Il ajoute que «notre sélection est l’expression de notre indépendance totale vis-à-vis des pouvoirs d’argent et politiques. La culture reste le plus solide rempart contre l’obscurantisme et les atteintes aux libertés». Estimant ainsi que «plus que jamais, l’Algérie et son peuple, par son présent et son histoire, intéressent les cinéastes. Sous toutes les latitudes, les cinéastes algériens, eux, continuent, contre vents et marées, de créer et de nous faire partager leurs inquiétudes, leurs joies et leurs espoirs ».

Hommage à Maurice Audin

Ainsi, parmi les événements marquants de ce Panorama, liés à l’actualité récente, un hommage sera rendu à Maurice Audin après la reconnaissance, par le président de la République française, du crime commis par la France à l’encontre du mathématicien, membre du Parti communiste algérien (PCA), militant anticolonialiste, arrêté, torturé et tué par l’armée française en 1957.
Cet hommage sera marqué par la projection de la version actualisé de «Maurice Audin, la disparition» de François Demerliac, en sa présence, accompagné de la fille de Maurice Audin, Michèle Audin, mathématicienne et écrivaine qui animeront un débat à la suite de la projection. La projection du film est prévue le 20 novembre à Alès à 19H au CinéPlanet et le 21 novembre à Aigues-Mortes, en collaboration avec «Grand Ecran pour tous» au cinéma Marcel-Pagnol à 18H30. Il est précisé dans la présentation du documentaire de François Demerliac, qu’il entrecroise de témoignages, de documents et de scènes de reconstitution pour retracer l’enquête et les procès engendrés par la disparition de Maurice Audin, arrêté, assassiné et déclaré « évadé » par les parachutistes français à Alger en 1957. Ce film s’appuie sur l’enquête de l’historien Pierre Vidal-Naquet et pose la question actuelle de la torture et de la «raison d’Etat».

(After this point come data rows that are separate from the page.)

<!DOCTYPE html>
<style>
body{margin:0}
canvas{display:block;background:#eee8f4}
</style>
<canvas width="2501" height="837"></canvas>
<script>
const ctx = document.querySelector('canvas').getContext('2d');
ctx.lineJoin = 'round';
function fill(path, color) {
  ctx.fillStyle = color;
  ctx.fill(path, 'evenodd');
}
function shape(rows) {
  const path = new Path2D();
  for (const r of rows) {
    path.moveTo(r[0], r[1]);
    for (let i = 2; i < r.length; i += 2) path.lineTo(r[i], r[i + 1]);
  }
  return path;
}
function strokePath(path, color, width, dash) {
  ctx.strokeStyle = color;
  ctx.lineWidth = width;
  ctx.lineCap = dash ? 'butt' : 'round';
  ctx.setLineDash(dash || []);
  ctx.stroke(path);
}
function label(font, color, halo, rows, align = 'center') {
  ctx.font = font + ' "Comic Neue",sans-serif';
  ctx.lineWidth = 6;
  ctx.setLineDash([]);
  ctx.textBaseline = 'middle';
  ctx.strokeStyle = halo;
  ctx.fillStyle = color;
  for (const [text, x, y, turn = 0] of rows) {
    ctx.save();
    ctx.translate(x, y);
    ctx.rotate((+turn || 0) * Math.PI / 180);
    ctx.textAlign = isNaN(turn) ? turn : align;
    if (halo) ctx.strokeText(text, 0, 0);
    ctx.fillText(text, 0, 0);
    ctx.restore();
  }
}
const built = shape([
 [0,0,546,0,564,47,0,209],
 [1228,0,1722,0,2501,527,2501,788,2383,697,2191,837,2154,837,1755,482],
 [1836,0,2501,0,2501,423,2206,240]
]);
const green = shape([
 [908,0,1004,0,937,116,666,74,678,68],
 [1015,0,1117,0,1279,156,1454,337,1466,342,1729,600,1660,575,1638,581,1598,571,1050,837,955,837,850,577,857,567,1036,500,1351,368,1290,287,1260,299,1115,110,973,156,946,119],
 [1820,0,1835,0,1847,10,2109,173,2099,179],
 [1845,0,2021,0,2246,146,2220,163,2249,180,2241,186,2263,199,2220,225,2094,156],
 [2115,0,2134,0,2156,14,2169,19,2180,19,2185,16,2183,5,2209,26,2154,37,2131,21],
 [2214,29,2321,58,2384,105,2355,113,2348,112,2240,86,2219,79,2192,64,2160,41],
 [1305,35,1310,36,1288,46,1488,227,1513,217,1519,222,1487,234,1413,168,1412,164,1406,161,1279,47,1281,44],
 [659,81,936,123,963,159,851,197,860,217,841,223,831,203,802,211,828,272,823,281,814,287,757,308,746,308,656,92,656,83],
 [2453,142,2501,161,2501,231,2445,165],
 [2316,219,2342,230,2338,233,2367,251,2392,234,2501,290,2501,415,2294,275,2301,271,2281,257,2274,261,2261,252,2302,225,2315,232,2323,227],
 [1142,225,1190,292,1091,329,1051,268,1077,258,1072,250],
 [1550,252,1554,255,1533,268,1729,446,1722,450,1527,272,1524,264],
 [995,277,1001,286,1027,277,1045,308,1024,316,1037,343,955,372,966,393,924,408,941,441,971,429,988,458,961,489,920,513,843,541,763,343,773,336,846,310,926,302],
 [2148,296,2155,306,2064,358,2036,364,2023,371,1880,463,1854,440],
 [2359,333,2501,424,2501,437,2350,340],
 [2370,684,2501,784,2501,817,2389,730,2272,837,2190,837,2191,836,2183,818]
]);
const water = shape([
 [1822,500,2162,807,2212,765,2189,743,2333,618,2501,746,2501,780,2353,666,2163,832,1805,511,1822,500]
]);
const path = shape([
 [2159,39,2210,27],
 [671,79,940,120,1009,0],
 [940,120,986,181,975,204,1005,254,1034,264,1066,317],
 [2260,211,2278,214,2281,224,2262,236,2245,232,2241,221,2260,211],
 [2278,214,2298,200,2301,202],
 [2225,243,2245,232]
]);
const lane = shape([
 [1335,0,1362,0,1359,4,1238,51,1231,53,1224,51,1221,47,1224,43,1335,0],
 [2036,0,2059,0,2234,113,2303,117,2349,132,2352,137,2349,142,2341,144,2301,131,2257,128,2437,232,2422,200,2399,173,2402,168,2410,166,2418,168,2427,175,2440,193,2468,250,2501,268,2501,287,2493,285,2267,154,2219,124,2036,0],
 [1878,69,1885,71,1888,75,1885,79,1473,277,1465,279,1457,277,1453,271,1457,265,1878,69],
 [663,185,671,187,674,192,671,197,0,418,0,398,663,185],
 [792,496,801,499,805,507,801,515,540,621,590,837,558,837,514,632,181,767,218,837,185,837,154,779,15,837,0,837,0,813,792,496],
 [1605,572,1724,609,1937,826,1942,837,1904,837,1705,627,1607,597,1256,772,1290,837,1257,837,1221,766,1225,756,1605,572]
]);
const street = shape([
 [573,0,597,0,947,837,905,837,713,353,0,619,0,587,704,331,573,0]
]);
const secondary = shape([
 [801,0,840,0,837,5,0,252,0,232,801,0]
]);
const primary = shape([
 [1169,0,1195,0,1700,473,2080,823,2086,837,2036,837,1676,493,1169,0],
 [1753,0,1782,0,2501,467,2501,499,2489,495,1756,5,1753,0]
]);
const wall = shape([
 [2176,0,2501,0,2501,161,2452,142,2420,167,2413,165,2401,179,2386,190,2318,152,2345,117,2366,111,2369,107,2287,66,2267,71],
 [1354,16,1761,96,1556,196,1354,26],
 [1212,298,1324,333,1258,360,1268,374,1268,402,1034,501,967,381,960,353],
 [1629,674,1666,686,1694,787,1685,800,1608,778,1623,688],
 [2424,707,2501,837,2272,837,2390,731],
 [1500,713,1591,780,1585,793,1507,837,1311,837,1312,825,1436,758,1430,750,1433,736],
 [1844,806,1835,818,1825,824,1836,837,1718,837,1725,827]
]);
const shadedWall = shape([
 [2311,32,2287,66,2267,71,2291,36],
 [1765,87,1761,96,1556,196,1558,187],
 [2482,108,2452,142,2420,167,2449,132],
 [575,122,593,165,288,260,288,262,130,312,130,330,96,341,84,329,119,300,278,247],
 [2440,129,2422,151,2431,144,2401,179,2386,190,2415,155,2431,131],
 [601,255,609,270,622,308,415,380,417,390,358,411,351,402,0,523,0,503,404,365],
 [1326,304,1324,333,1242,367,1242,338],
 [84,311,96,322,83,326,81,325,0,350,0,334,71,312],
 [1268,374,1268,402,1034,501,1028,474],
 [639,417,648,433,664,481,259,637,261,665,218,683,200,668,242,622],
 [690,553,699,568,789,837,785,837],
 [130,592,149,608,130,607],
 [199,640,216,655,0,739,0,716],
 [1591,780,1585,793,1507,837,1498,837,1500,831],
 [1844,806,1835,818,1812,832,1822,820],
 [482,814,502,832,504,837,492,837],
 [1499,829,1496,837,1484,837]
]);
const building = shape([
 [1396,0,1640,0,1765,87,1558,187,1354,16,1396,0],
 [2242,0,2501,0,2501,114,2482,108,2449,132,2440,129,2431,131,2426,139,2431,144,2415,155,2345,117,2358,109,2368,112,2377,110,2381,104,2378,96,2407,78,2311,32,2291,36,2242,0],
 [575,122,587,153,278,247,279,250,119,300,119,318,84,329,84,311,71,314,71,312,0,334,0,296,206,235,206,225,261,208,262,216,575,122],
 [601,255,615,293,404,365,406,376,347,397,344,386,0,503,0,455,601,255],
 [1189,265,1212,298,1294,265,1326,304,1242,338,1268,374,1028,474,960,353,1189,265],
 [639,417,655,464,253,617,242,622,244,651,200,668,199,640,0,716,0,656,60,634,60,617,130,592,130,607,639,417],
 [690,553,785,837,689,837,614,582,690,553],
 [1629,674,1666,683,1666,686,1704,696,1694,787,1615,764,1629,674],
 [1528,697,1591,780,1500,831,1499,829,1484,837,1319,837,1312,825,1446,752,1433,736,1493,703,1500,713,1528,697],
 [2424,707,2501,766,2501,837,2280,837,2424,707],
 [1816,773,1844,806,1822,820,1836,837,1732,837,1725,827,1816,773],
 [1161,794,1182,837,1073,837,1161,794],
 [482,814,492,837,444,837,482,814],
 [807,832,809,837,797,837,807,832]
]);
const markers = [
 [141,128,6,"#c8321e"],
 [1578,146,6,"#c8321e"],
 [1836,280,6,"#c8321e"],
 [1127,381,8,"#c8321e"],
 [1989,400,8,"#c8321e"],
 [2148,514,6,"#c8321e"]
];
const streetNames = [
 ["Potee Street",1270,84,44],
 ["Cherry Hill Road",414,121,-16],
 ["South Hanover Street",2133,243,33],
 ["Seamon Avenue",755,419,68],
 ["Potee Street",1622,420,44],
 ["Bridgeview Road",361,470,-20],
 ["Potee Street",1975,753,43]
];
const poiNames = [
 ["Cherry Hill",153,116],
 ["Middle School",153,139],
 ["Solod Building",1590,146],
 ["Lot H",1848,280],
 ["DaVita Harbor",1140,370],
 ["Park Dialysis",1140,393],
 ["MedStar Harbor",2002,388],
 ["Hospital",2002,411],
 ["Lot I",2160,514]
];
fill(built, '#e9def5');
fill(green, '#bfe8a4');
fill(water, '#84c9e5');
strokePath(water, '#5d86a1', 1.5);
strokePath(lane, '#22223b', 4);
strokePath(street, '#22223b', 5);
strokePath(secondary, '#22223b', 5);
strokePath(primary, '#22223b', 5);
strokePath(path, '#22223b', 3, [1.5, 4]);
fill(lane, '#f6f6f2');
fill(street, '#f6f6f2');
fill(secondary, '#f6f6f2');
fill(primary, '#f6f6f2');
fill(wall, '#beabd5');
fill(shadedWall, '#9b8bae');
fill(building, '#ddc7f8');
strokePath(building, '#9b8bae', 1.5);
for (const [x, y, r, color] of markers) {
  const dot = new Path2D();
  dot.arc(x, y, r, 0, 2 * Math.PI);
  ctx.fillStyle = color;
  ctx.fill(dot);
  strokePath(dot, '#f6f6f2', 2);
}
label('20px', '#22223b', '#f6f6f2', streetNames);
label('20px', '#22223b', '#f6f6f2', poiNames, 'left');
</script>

«2018, Le temps de la Palestine»

Célébrant l’amitié entre l’Algérie et la Palestine, il est également prévu dans le programme de cette dixième édition, le 24 novembre prochain à Nîmes dès 18H30 au niveau de l’Auditorium des archives départementales, dans le cadre de «2018, le temps de la Palestine», le Panorama, partenaire de cette initiative, consacre cette journée à l’amitié entre la Palestine et l’Algérie, en collaboration avec l’AFPS Nîmes. A l’affiche la projection de deux films animés par la chanteuse et militante palestinienne, Abeer Hamad, «Derrière les fronts», d’Alexandra Dols et «Razan, une trace du papillon», réalisé par Lyad Alastal, cet été à Ghaza. La soirée se prolongera par la fête animée par les chants et danses d’Abeer Hamad accompagnée par Ahmed Miqdad. «Derrière les fronts : résistances et résiliences en Palestine», d’Alexandra Dols, est un film documentaire sur les conséquences invisibles de la colonisation : l’occupation intime, «celle de l’espace mental. Espace où l’équilibre, l’estime de soi, le moral et l’âme deviennent des lieux de lutte, de résilience et de résistance ». Quant au film documentaire «Razan, comme une trace du papillon», de Lyad Alasttal, il rend hommage à Razan el-Najjar, la jeune infirmière palestinienne de 21 ans, qui a été tuée le 1er juin 2018, lors de la Grande marche du retour, sur la bordure orientale de Khan Younès, dans le sud de la Bande de Gaza. Alors qu’elle travaillait comme secouriste et portait une veste avec le logo des services sanitaires, Razan a été mortellement touchée d’une balle explosive tirée par un sniper de l’armée d’occupation israélienne. Il est souligné dans la présentation de cette projection que «dans ce film tourné cet été par un jeune cinéaste de Ghaza, nous allons suivre la mère de Razan et sa famille, dans leur maison, dans leur quartier, rencontrer les voisins et avoir ainsi une idée de ce qu’était la vie de la jeune femme, sur fond d’images des grandes marches du retour qui se tiennent tous les vendredis depuis le 30 mars dernier».